### The task
Leaving the pictures aside, return all of the data below exactly.

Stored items
——

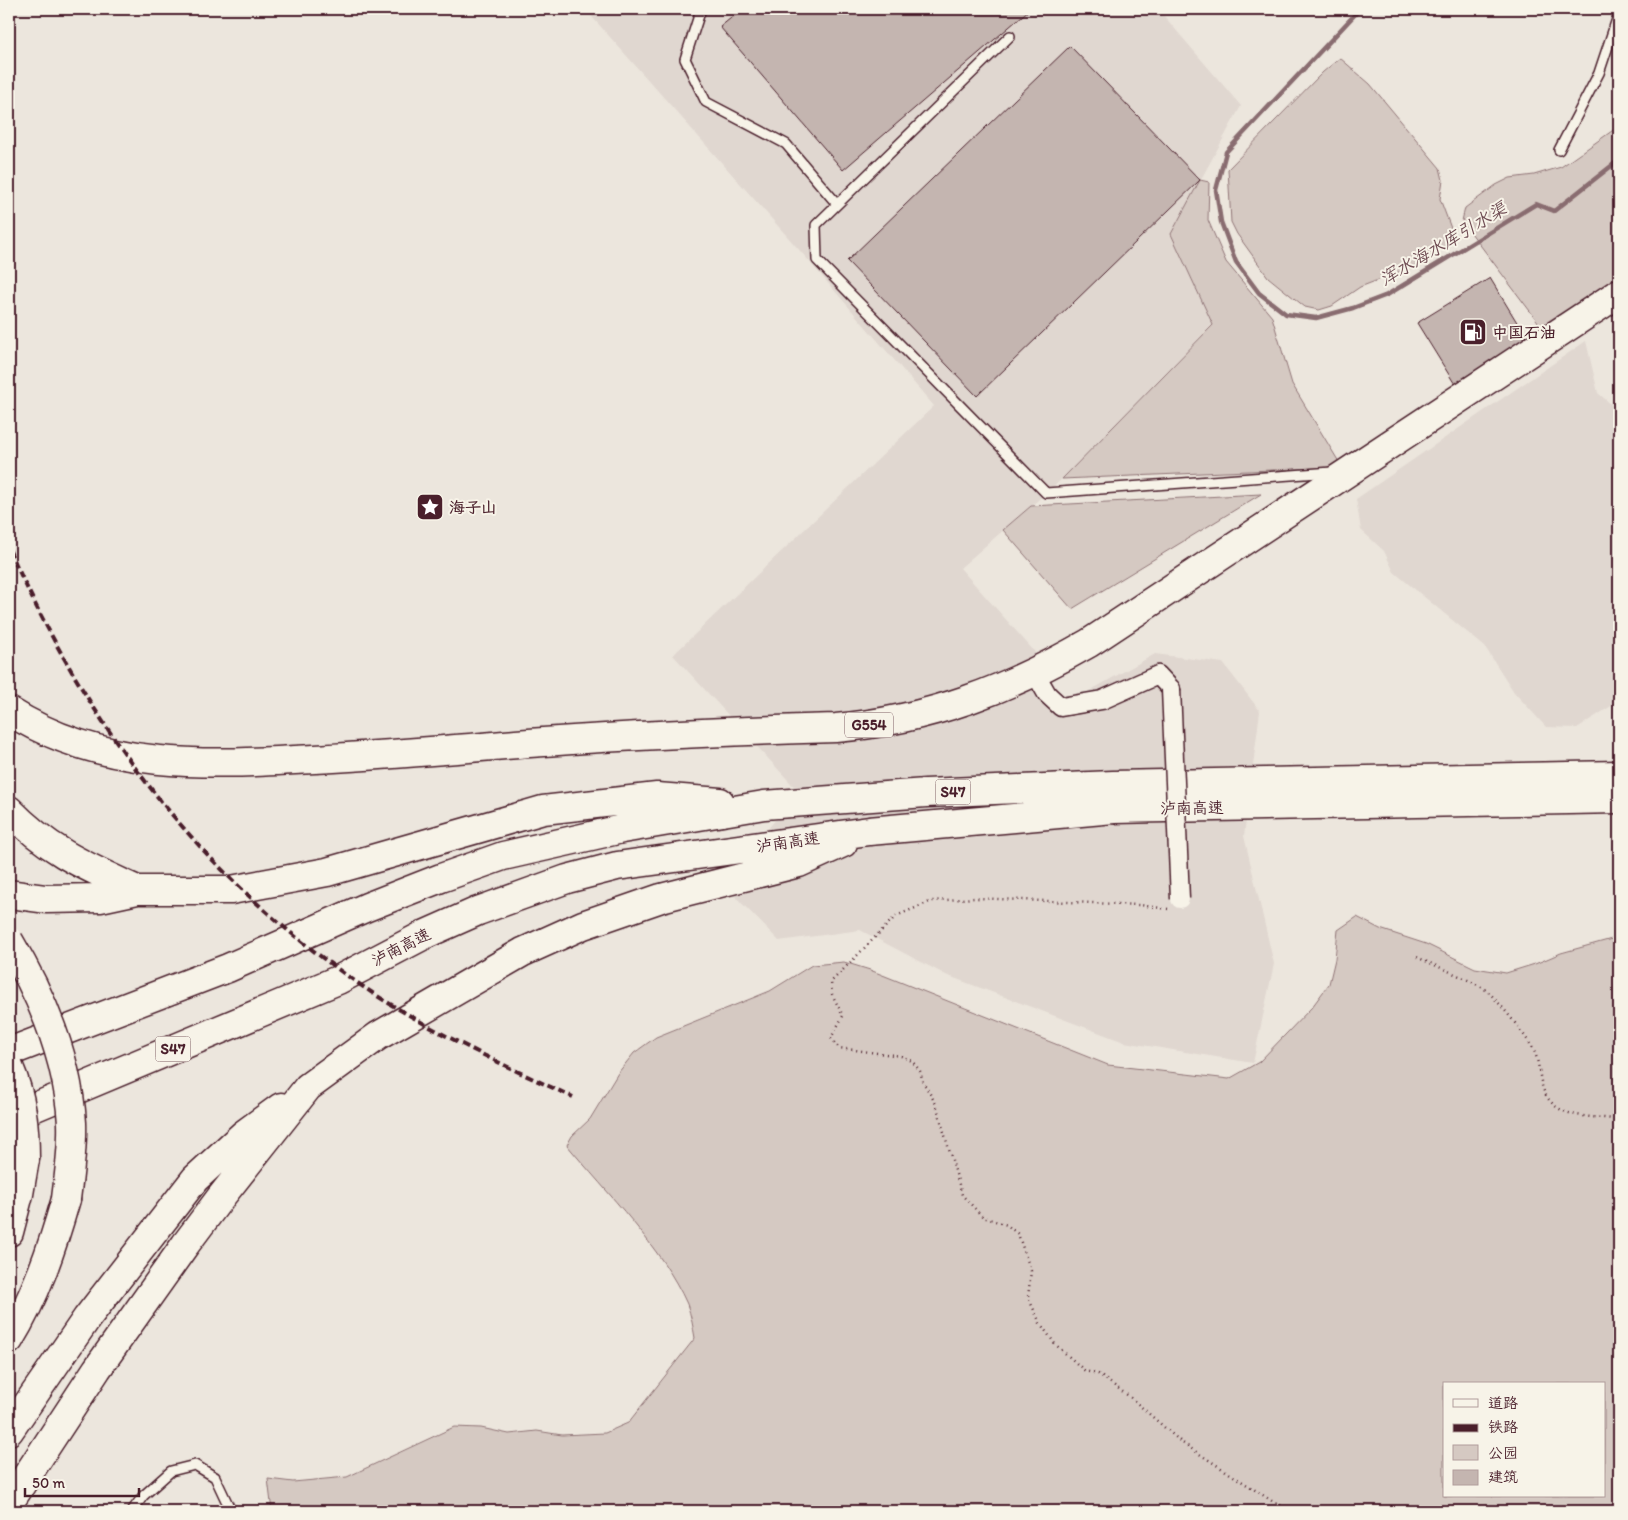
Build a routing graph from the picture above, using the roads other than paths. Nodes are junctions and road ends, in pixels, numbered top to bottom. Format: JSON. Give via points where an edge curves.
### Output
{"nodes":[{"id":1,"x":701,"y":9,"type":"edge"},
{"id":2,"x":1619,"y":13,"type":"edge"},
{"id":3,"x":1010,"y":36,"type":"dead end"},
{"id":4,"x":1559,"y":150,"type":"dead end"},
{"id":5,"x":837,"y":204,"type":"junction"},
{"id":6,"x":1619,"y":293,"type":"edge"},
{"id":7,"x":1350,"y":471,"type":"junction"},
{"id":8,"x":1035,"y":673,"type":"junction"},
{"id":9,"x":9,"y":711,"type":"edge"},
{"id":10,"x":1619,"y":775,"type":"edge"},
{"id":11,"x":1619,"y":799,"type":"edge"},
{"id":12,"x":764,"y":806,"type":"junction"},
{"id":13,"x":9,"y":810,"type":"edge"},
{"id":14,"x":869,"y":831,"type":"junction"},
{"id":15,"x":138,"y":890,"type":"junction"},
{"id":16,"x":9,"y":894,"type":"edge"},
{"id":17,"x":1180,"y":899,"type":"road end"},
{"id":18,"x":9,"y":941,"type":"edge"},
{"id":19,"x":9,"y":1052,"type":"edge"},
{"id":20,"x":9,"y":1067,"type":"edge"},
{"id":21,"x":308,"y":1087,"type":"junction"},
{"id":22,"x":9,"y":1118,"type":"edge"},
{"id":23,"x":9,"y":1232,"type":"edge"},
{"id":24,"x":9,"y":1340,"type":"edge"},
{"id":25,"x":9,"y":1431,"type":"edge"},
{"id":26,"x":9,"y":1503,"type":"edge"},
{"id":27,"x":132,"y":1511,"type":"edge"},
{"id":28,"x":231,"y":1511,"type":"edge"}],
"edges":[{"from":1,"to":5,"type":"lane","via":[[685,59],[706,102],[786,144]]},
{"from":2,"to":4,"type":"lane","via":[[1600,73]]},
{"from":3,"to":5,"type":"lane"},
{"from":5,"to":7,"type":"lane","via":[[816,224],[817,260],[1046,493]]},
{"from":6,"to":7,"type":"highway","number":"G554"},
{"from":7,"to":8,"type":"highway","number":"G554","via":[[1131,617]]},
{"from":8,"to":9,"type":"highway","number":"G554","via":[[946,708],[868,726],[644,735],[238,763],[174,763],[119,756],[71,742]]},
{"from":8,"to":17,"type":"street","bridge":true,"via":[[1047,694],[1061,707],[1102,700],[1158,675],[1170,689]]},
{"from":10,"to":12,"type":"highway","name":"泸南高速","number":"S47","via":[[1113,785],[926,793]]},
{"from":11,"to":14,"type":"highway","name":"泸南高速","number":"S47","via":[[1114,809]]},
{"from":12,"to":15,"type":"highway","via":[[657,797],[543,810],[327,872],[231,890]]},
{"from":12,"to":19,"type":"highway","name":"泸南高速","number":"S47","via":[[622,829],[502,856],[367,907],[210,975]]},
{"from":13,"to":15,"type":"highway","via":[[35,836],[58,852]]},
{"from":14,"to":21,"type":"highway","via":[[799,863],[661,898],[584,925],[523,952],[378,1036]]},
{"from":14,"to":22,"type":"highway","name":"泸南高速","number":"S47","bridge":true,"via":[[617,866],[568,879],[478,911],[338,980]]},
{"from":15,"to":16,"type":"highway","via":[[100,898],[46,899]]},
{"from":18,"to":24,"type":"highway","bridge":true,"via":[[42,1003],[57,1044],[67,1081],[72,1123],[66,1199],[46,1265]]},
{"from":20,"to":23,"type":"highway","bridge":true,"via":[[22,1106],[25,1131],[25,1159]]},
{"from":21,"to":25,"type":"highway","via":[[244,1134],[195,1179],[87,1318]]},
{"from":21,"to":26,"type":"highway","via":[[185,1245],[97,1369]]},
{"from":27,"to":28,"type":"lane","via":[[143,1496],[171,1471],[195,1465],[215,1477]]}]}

——

### Result of the exercise
Build a routing graph from the picture above, using the roads other than paths. Nodes are junctions and road ends, in pixels, numbered top to bottom. Format: JSON. Give via points where an edge curves.
### Output
{"nodes":[{"id":1,"x":701,"y":9,"type":"edge"},
{"id":2,"x":1619,"y":13,"type":"edge"},
{"id":3,"x":1010,"y":36,"type":"dead end"},
{"id":4,"x":1559,"y":150,"type":"dead end"},
{"id":5,"x":837,"y":204,"type":"junction"},
{"id":6,"x":1619,"y":293,"type":"edge"},
{"id":7,"x":1350,"y":471,"type":"junction"},
{"id":8,"x":1035,"y":673,"type":"junction"},
{"id":9,"x":9,"y":711,"type":"edge"},
{"id":10,"x":1619,"y":775,"type":"edge"},
{"id":11,"x":1619,"y":799,"type":"edge"},
{"id":12,"x":764,"y":806,"type":"junction"},
{"id":13,"x":9,"y":810,"type":"edge"},
{"id":14,"x":869,"y":831,"type":"junction"},
{"id":15,"x":138,"y":890,"type":"junction"},
{"id":16,"x":9,"y":894,"type":"edge"},
{"id":17,"x":1180,"y":899,"type":"road end"},
{"id":18,"x":9,"y":941,"type":"edge"},
{"id":19,"x":9,"y":1052,"type":"edge"},
{"id":20,"x":9,"y":1067,"type":"edge"},
{"id":21,"x":308,"y":1087,"type":"junction"},
{"id":22,"x":9,"y":1118,"type":"edge"},
{"id":23,"x":9,"y":1232,"type":"edge"},
{"id":24,"x":9,"y":1340,"type":"edge"},
{"id":25,"x":9,"y":1431,"type":"edge"},
{"id":26,"x":9,"y":1503,"type":"edge"},
{"id":27,"x":132,"y":1511,"type":"edge"},
{"id":28,"x":231,"y":1511,"type":"edge"}],
"edges":[{"from":1,"to":5,"type":"lane","via":[[685,59],[706,102],[786,144]]},
{"from":2,"to":4,"type":"lane","via":[[1600,73]]},
{"from":3,"to":5,"type":"lane"},
{"from":5,"to":7,"type":"lane","via":[[816,224],[817,260],[1046,493]]},
{"from":6,"to":7,"type":"highway","number":"G554"},
{"from":7,"to":8,"type":"highway","number":"G554","via":[[1131,617]]},
{"from":8,"to":9,"type":"highway","number":"G554","via":[[946,708],[868,726],[644,735],[238,763],[174,763],[119,756],[71,742]]},
{"from":8,"to":17,"type":"street","bridge":true,"via":[[1047,694],[1061,707],[1102,700],[1158,675],[1170,689]]},
{"from":10,"to":12,"type":"highway","name":"泸南高速","number":"S47","via":[[1113,785],[926,793]]},
{"from":11,"to":14,"type":"highway","name":"泸南高速","number":"S47","via":[[1114,809]]},
{"from":12,"to":15,"type":"highway","via":[[657,797],[543,810],[327,872],[231,890]]},
{"from":12,"to":19,"type":"highway","name":"泸南高速","number":"S47","via":[[622,829],[502,856],[367,907],[210,975]]},
{"from":13,"to":15,"type":"highway","via":[[35,836],[58,852]]},
{"from":14,"to":21,"type":"highway","via":[[799,863],[661,898],[584,925],[523,952],[378,1036]]},
{"from":14,"to":22,"type":"highway","name":"泸南高速","number":"S47","bridge":true,"via":[[617,866],[568,879],[478,911],[338,980]]},
{"from":15,"to":16,"type":"highway","via":[[100,898],[46,899]]},
{"from":18,"to":24,"type":"highway","bridge":true,"via":[[42,1003],[57,1044],[67,1081],[72,1123],[66,1199],[46,1265]]},
{"from":20,"to":23,"type":"highway","bridge":true,"via":[[22,1106],[25,1131],[25,1159]]},
{"from":21,"to":25,"type":"highway","via":[[244,1134],[195,1179],[87,1318]]},
{"from":21,"to":26,"type":"highway","via":[[185,1245],[97,1369]]},
{"from":27,"to":28,"type":"lane","via":[[143,1496],[171,1471],[195,1465],[215,1477]]}]}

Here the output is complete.